Entries supplied =

****

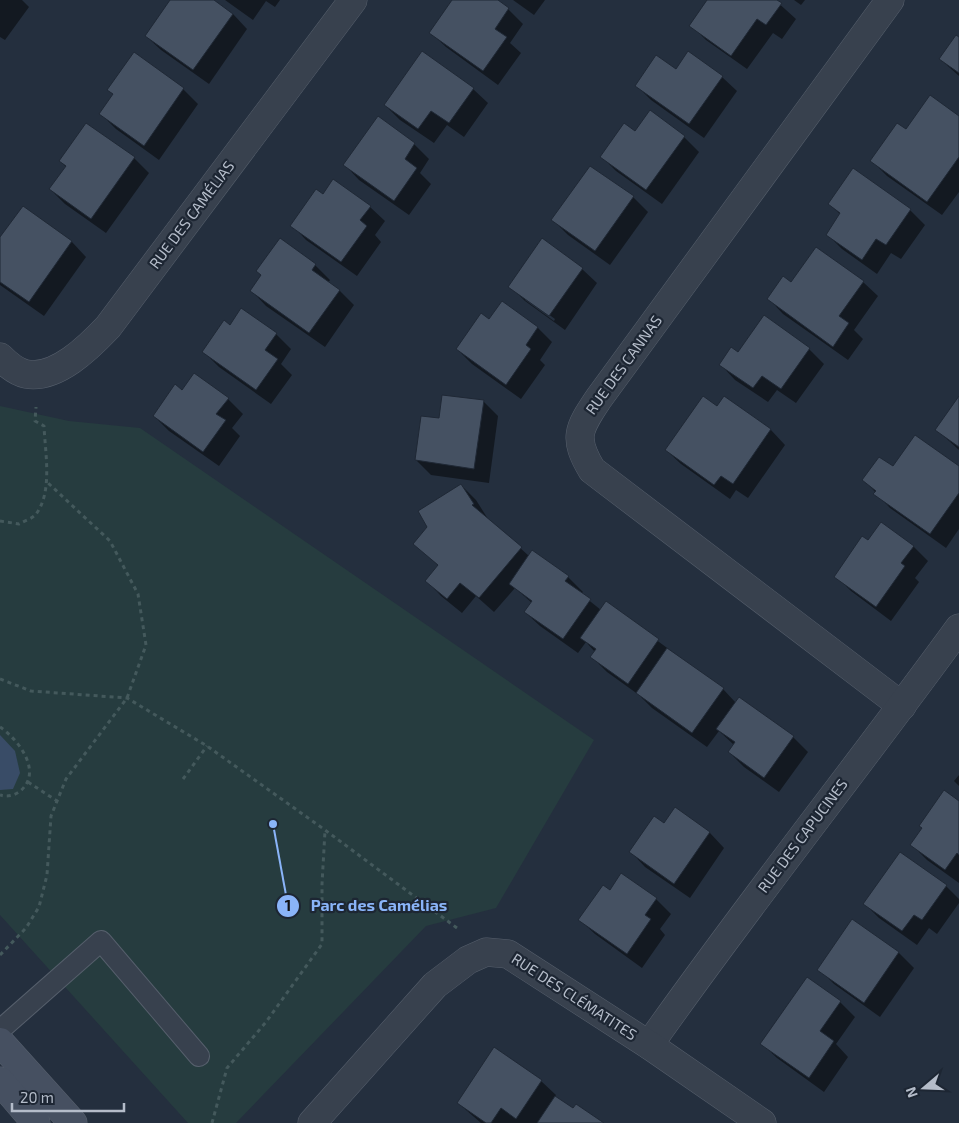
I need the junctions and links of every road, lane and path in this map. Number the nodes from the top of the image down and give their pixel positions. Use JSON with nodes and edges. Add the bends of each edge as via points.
{"nodes":[{"id":1,"x":353,"y":0,"type":"edge"},
{"id":2,"x":890,"y":0,"type":"edge"},
{"id":3,"x":0,"y":357,"type":"edge"},
{"id":4,"x":38,"y":374,"type":"junction"},
{"id":5,"x":47,"y":482,"type":"junction"},
{"id":6,"x":0,"y":520,"type":"edge"},
{"id":7,"x":959,"y":628,"type":"edge"},
{"id":8,"x":0,"y":680,"type":"edge"},
{"id":9,"x":128,"y":698,"type":"junction"},
{"id":10,"x":902,"y":706,"type":"junction"},
{"id":11,"x":0,"y":727,"type":"edge"},
{"id":12,"x":208,"y":746,"type":"junction"},
{"id":13,"x":183,"y":779,"type":"dead end"},
{"id":14,"x":28,"y":782,"type":"junction"},
{"id":15,"x":0,"y":795,"type":"edge"},
{"id":16,"x":57,"y":800,"type":"junction"},
{"id":17,"x":325,"y":830,"type":"junction"},
{"id":18,"x":462,"y":932,"type":"dead end"},
{"id":19,"x":0,"y":955,"type":"edge"},
{"id":20,"x":0,"y":1030,"type":"edge"},
{"id":21,"x":0,"y":1042,"type":"edge"},
{"id":22,"x":649,"y":1045,"type":"junction"},
{"id":23,"x":199,"y":1056,"type":"dead end"},
{"id":24,"x":0,"y":1081,"type":"edge"},
{"id":25,"x":36,"y":1123,"type":"edge"},
{"id":26,"x":73,"y":1123,"type":"edge"},
{"id":27,"x":212,"y":1123,"type":"edge"},
{"id":28,"x":312,"y":1123,"type":"edge"},
{"id":29,"x":762,"y":1123,"type":"edge"}],
"edges":[{"from":1,"to":4,"type":"street","name":"RUE DES CAMÉLIAS","via":[[108,328],[70,360],[56,369]]},
{"from":2,"to":10,"type":"street","name":"RUE DES CANNAS","via":[[599,398],[584,420],[579,443],[592,470]]},
{"from":3,"to":4,"type":"street","via":[[17,370]]},
{"from":4,"to":5,"type":"path","via":[[35,421],[44,426]]},
{"from":5,"to":6,"type":"path","via":[[44,501],[34,516],[19,524]]},
{"from":5,"to":9,"type":"path","via":[[110,541],[138,594],[146,645]]},
{"from":7,"to":10,"type":"street","name":"RUE DES CAPUCINES"},
{"from":8,"to":9,"type":"path","via":[[31,690]]},
{"from":9,"to":12,"type":"path"},
{"from":9,"to":16,"type":"path","via":[[66,779]]},
{"from":10,"to":22,"type":"street","name":"RUE DES CAPUCINES","via":[[773,874]]},
{"from":11,"to":14,"type":"path","via":[[16,741],[25,756],[29,766]]},
{"from":12,"to":13,"type":"path"},
{"from":12,"to":17,"type":"path"},
{"from":14,"to":15,"type":"path","via":[[17,793]]},
{"from":14,"to":16,"type":"path"},
{"from":16,"to":19,"type":"path","via":[[51,816],[47,875],[39,907],[26,928]]},
{"from":17,"to":18,"type":"path"},
{"from":17,"to":27,"type":"path","via":[[322,944],[266,1022],[227,1068]]},
{"from":20,"to":23,"type":"lane","via":[[101,942]]},
{"from":21,"to":26,"type":"street"},
{"from":22,"to":28,"type":"street","name":"RUE DES CLÉMATITES","via":[[508,954],[486,952],[468,960],[436,985]]},
{"from":22,"to":29,"type":"street","name":"RUE DES CLÉMATITES"},
{"from":24,"to":25,"type":"street"}]}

****

Requirement =
Go through the material and copy out every line with "lane" in it.

Answer to this problem =
I need the junctions and links of every road, lane and path in this map. Number the nodes from the top of the image down and give their pixel positions. Use JSON with nodes and edges. Add the bends of each edge as via points.
{"from":20,"to":23,"type":"lane","via":[[101,942]]},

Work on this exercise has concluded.